SAAS RP - Analysis of Yelp Reviews

Back to Research & Publication

Analysis of Yelp Reviews



Motivation

Yelp is a valuable resource for food enthusiasts and businesses alike; a bank of restaurant ratings can aid other Yelp users make decisions about their own restaurant choices and boost a restaurant’s popularity by encouraging others to try the place out. To capitalize on my favorite useless past-time of reading bad Amazon reviews, I chose to investigate what conclusions I could draw about a review given the text of the review through using multiclass logistic regression and sentiment analysis.

Objectives

My initial goals in this project were as follows:

  • determine the general positivity/negativity of the review based on the text in the review
  • predict what the exact star rating is based on the text in the review
  • predict which aspects of a restaurant influence ratings the most

The first two ideas would allow me to determine how successfully I could associate the review to a more quantitative measure of it (specifically, the star rating). My third goal, which is going further into aspect-based sentiment analysis, was motivated by a desire to see how the factors that I personally value when judging a restaurant compare to others’. As someone with a lot of dietary restrictions, I definitely appreciate when restaurants are able to accommodate these needs and that would greatly benefit my own impression of the restaurant, so I was curious to see what are common factors that people use to decide the quality of a restaurant. When I was looking through my dataset, I saw a lot of mentions of child-friendliness and vegan options, for example, so I wanted to find out how I could investigate these trends. Gaining insight in these specific ideas would help me get an overall idea of how indicative the text in Yelp reviews are of the rating as a whole. I did change these goals a bit as I progressed through my project— keeping in mind factors like technical feasibility within time constraints— but was still able to make some valuable conclusions about my data.

Dataset and Data Cleaning

I used the official Yelp dataset which offers a vast collection of Yelp reviews, each entry providing information such as the user ID, business ID, date, the rating out of five stars, and the text in the review. I primarily used the last two columns for my data analysis. Initially, I attempted to use the JSON files that were originally provided; however, I was unable to make this work so opted to instead make use of a Kaggle dataset that contained the same data in a csv format. As I got my data from Kaggle, I fortunately didn’t have to deal with too much preliminary data cleaning (such as dealing with missing values, etc); my main focus during this stage was to transform my data from text that was intended for other customers to read, to data that I can meaningfully train a model on. As I was very unfamiliar with data cleaning for text data, I took some help from various internet sources to find functions that would aid my process— all of the sites I used are credited at the end. I began by removing punctuation and removing stop words (such as “a”, “the”) because these elements of the text have extremely low predictive power and do not contribute to the overall sentiment of the text, which I was aiming to analyze in the end. I used the following function to remove stopwords, and applied it to all my text.

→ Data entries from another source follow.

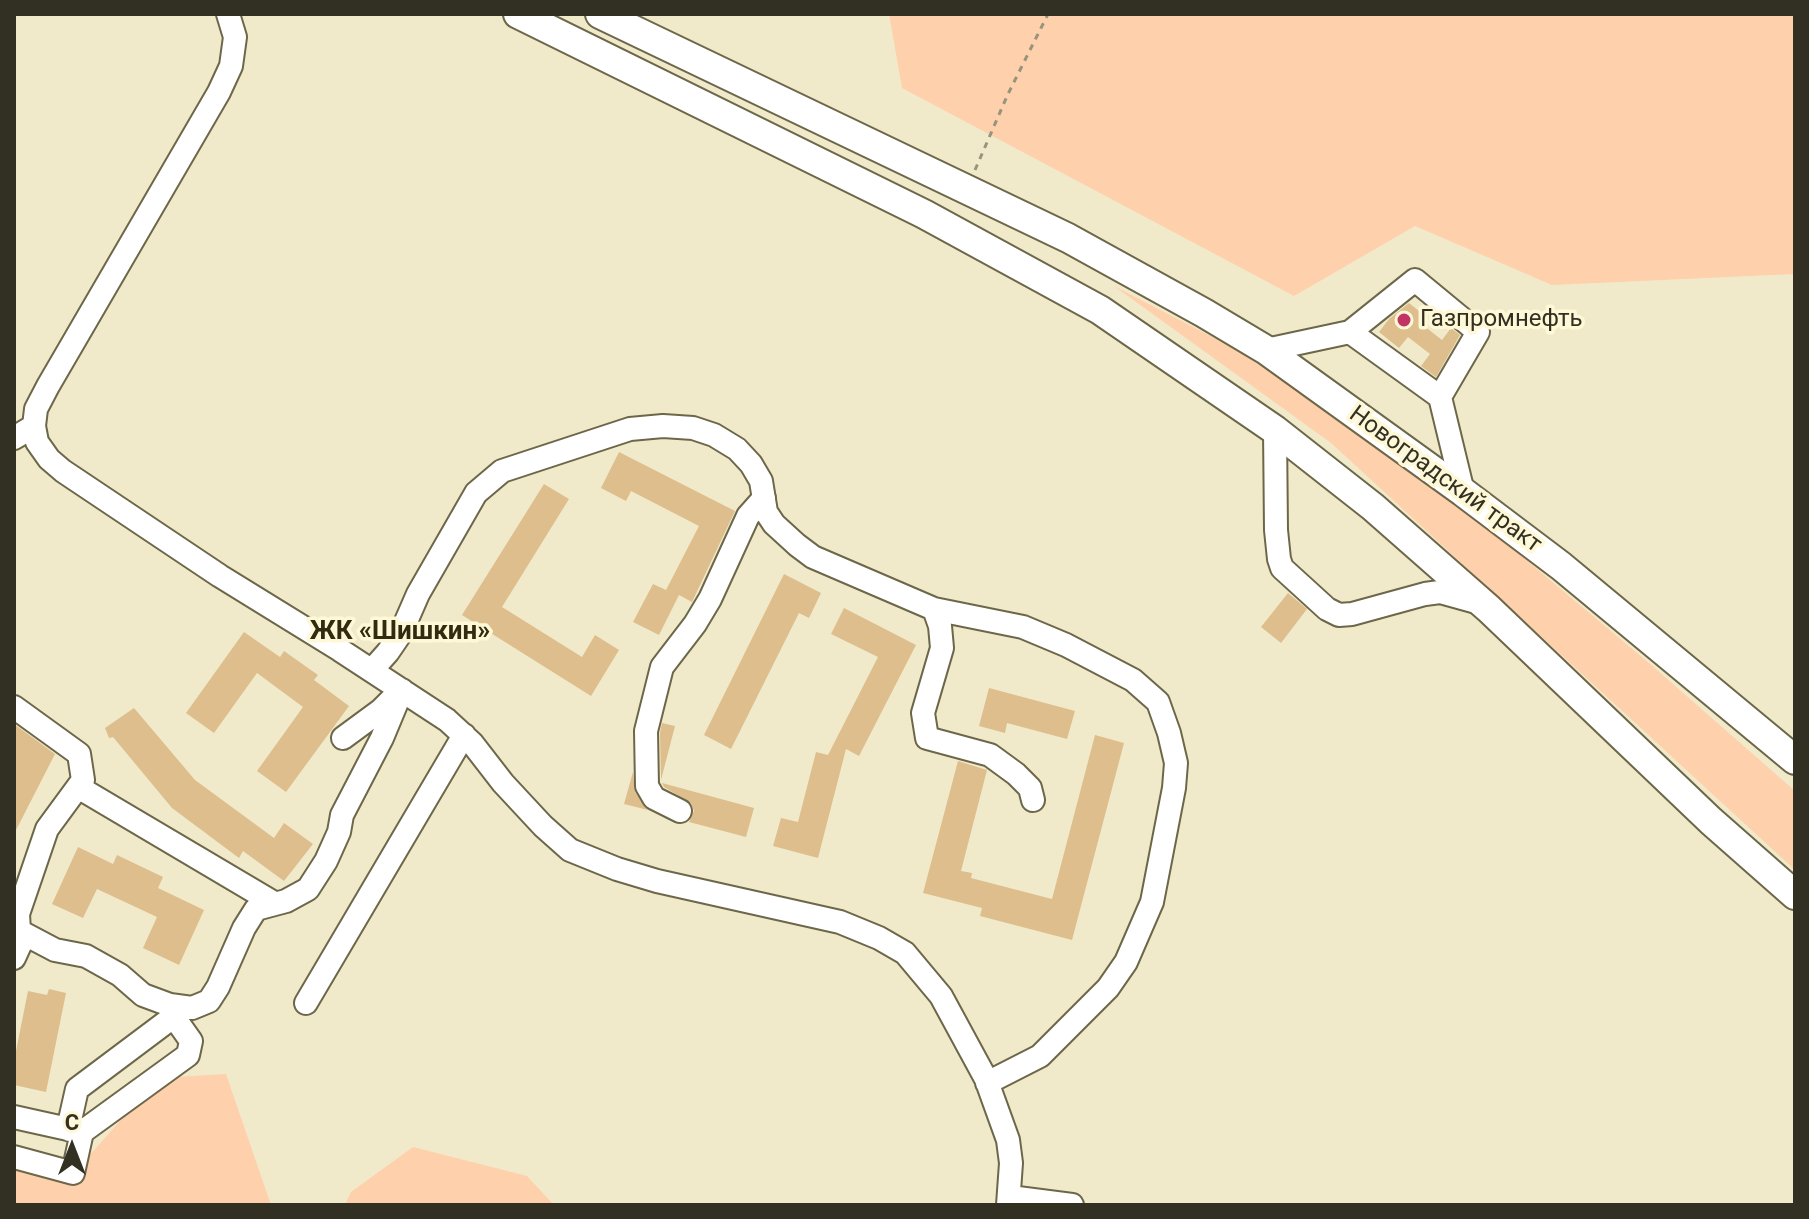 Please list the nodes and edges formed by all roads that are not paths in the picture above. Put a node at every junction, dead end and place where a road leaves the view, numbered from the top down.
1 (228, 14) edge
2 (518, 14) edge
3 (600, 14) edge
4 (1350, 332) junction
5 (1266, 350) junction
6 (1440, 397) junction
7 (34, 426) junction
8 (1275, 430) junction
9 (14, 438) edge
10 (1463, 492) junction
11 (764, 498) junction
12 (934, 609) junction
13 (1489, 609) junction
14 (372, 670) junction
15 (402, 690) junction
16 (14, 707) edge
17 (464, 735) junction
18 (343, 738) dead end
19 (1795, 760) edge
20 (78, 787) junction
21 (1033, 800) dead end
22 (680, 811) dead end
23 (1795, 895) edge
24 (274, 903) junction
25 (19, 931) edge
26 (14, 958) edge
27 (306, 1003) dead end
28 (180, 1012) junction
29 (987, 1083) junction
30 (14, 1117) edge
31 (75, 1131) junction
32 (14, 1157) edge
33 (1009, 1201) edge
34 (1072, 1205) edge

1 - 7 lane
2 - 8 main road
3 - 5 main road, Новоградский тракт
4 - 5 lane
4 - 6 lane
4 - 6 lane
5 - 10 main road, Новоградский тракт
6 - 10 lane
7 - 9 lane
7 - 14 lane
8 - 13 main road
8 - 13 lane
10 - 19 main road, Новоградский тракт
11 - 12 lane
11 - 14 lane
11 - 22 lane
12 - 21 lane
12 - 29 lane
13 - 23 main road
14 - 15 lane
15 - 17 lane
15 - 18 lane
15 - 24 lane
16 - 20 lane
17 - 27 lane
17 - 29 lane
20 - 24 lane
20 - 25 lane
24 - 28 lane
25 - 26 lane
25 - 28 lane
28 - 31 lane
28 - 31 lane
29 - 33 lane
30 - 31 lane
31 - 32 lane
33 - 34 lane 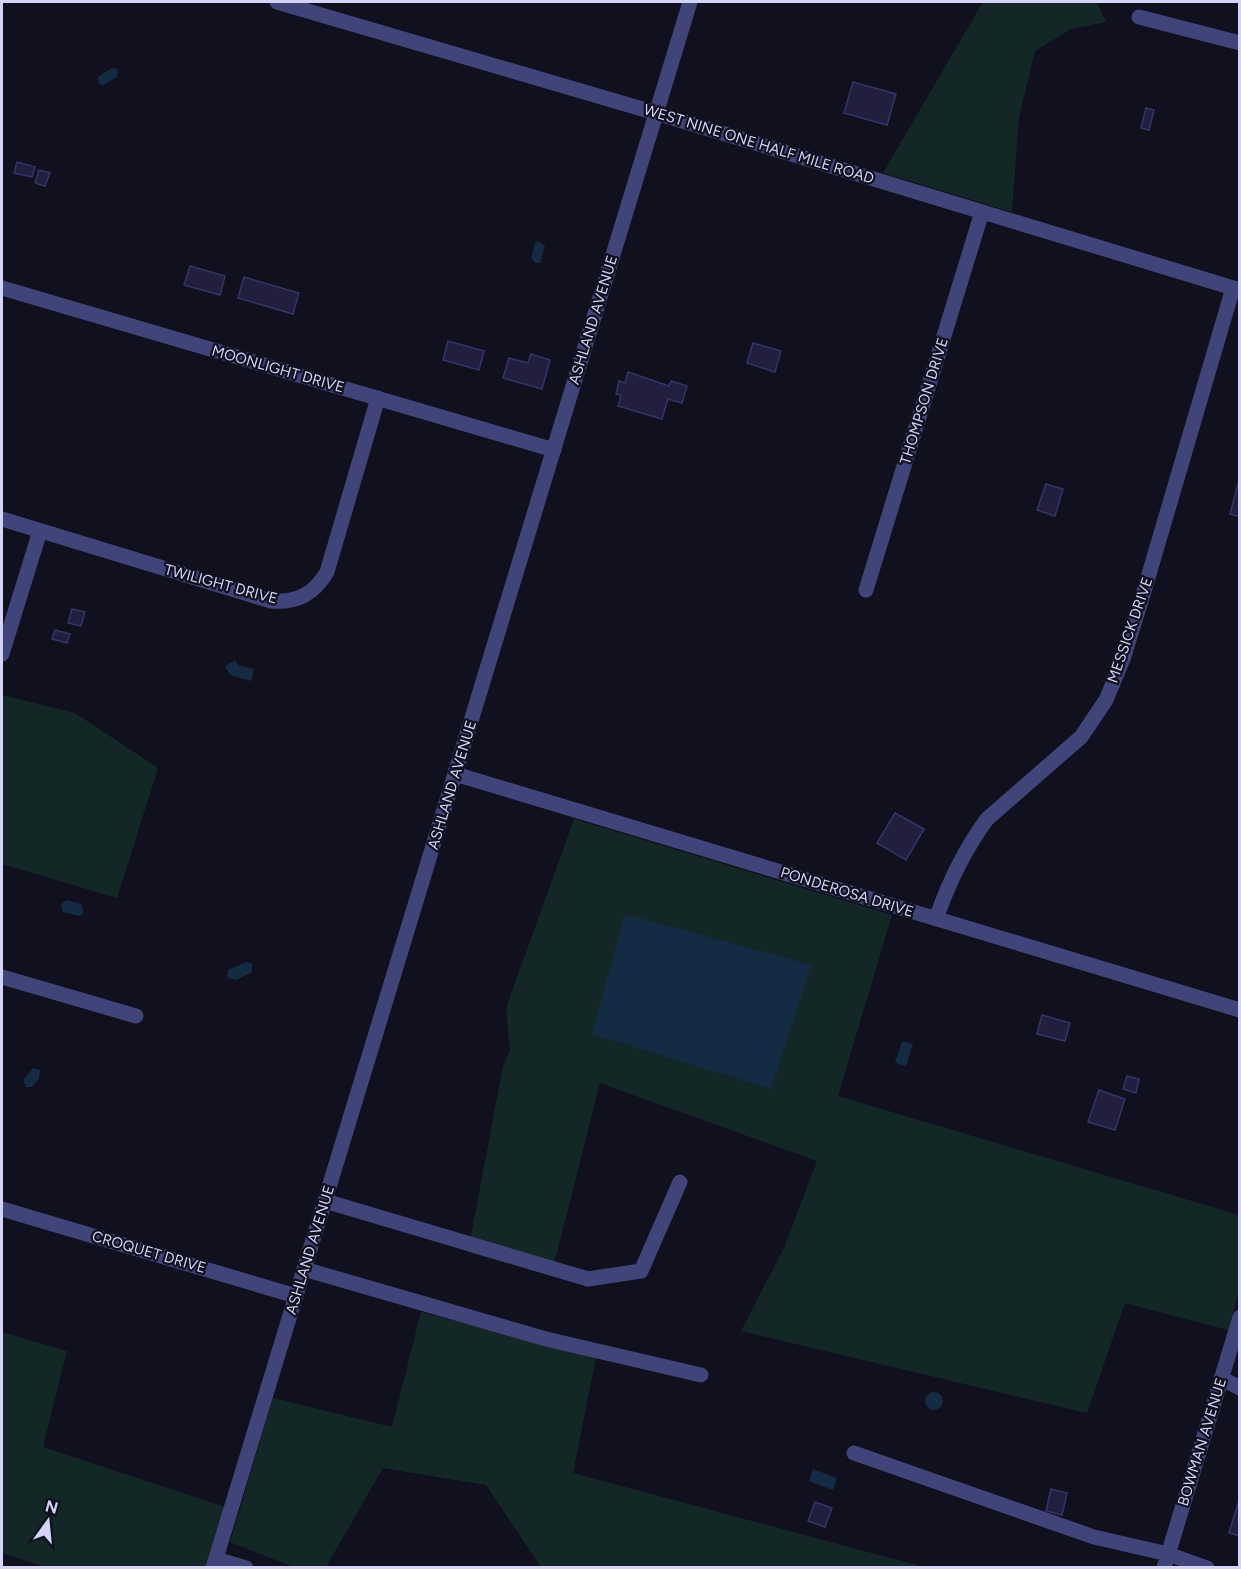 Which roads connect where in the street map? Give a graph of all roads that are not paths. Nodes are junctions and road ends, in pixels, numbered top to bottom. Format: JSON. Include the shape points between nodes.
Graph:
{"nodes":[{"id":1,"x":277,"y":2,"type":"edge"},
{"id":2,"x":690,"y":2,"type":"edge"},
{"id":3,"x":1139,"y":17,"type":"dead end"},
{"id":4,"x":1239,"y":43,"type":"edge"},
{"id":5,"x":656,"y":113,"type":"junction"},
{"id":6,"x":982,"y":212,"type":"junction"},
{"id":7,"x":2,"y":288,"type":"edge"},
{"id":8,"x":1236,"y":289,"type":"edge"},
{"id":9,"x":378,"y":398,"type":"junction"},
{"id":10,"x":554,"y":450,"type":"junction"},
{"id":11,"x":2,"y":519,"type":"edge"},
{"id":12,"x":40,"y":531,"type":"junction"},
{"id":13,"x":866,"y":590,"type":"dead end"},
{"id":14,"x":2,"y":654,"type":"edge"},
{"id":15,"x":455,"y":774,"type":"junction"},
{"id":16,"x":936,"y":919,"type":"junction"},
{"id":17,"x":2,"y":977,"type":"edge"},
{"id":18,"x":1239,"y":1010,"type":"edge"},
{"id":19,"x":136,"y":1016,"type":"dead end"},
{"id":20,"x":680,"y":1182,"type":"dead end"},
{"id":21,"x":325,"y":1202,"type":"junction"},
{"id":22,"x":2,"y":1209,"type":"edge"},
{"id":23,"x":304,"y":1269,"type":"junction"},
{"id":24,"x":296,"y":1296,"type":"junction"},
{"id":25,"x":1239,"y":1317,"type":"edge"},
{"id":26,"x":701,"y":1375,"type":"dead end"},
{"id":27,"x":1221,"y":1378,"type":"junction"},
{"id":28,"x":1239,"y":1388,"type":"edge"},
{"id":29,"x":854,"y":1453,"type":"dead end"},
{"id":30,"x":1166,"y":1561,"type":"edge"},
{"id":31,"x":214,"y":1563,"type":"edge"},
{"id":32,"x":246,"y":1568,"type":"edge"},
{"id":33,"x":1207,"y":1568,"type":"edge"}],
"edges":[{"from":1,"to":5,"type":"street","name":"WEST NINE ONE HALF MILE ROAD"},
{"from":2,"to":5,"type":"street","name":"ASHLAND AVENUE"},
{"from":3,"to":4,"type":"street"},
{"from":5,"to":6,"type":"street","name":"WEST NINE ONE HALF MILE ROAD"},
{"from":5,"to":10,"type":"street","name":"ASHLAND AVENUE"},
{"from":6,"to":8,"type":"street","name":"WEST NINE ONE HALF MILE ROAD"},
{"from":6,"to":13,"type":"street","name":"THOMPSON DRIVE"},
{"from":7,"to":9,"type":"street","name":"MOONLIGHT DRIVE"},
{"from":8,"to":16,"type":"street","name":"MESSICK DRIVE","via":[[1123,660],[1106,700],[1081,737],[987,819]]},
{"from":9,"to":10,"type":"street","name":"MOONLIGHT DRIVE"},
{"from":9,"to":12,"type":"street","name":"TWILIGHT DRIVE","via":[[327,572],[320,584],[295,600],[271,601]]},
{"from":10,"to":15,"type":"street","name":"ASHLAND AVENUE"},
{"from":11,"to":12,"type":"street","name":"TWILIGHT DRIVE"},
{"from":12,"to":14,"type":"street"},
{"from":15,"to":16,"type":"street","name":"PONDEROSA DRIVE"},
{"from":15,"to":21,"type":"street","name":"ASHLAND AVENUE"},
{"from":16,"to":18,"type":"street","name":"PONDEROSA DRIVE"},
{"from":17,"to":19,"type":"street"},
{"from":20,"to":21,"type":"street","via":[[641,1271],[588,1279]]},
{"from":21,"to":23,"type":"street","name":"ASHLAND AVENUE"},
{"from":22,"to":24,"type":"street","name":"CROQUET DRIVE"},
{"from":23,"to":24,"type":"street","name":"ASHLAND AVENUE"},
{"from":23,"to":26,"type":"street","via":[[546,1338]]},
{"from":24,"to":31,"type":"street","name":"ASHLAND AVENUE"},
{"from":25,"to":27,"type":"street","name":"BOWMAN AVENUE"},
{"from":27,"to":28,"type":"street"},
{"from":27,"to":30,"type":"street","name":"BOWMAN AVENUE"},
{"from":29,"to":30,"type":"street"},
{"from":30,"to":33,"type":"street"},
{"from":31,"to":32,"type":"street"}]}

After removing stopwords, I also stemmed all the words in my text. Stemming essentially reduces a word to its root (ie. “walking” and “walked” would both reduce to their stemmed version, “walk”) to further increase the simplicity of my data. I did this additional step because in the future, in an effort to convert my data to a numerical format to perform logistic regression, I would take an inventory of all the different words that appeared in my dataset. Thus, I wanted to stem my words to be able to create a more accurate representation of the words and the frequencies at which they are present in my data. I used SnowballStemmer from the nltk package to do this, as shown below.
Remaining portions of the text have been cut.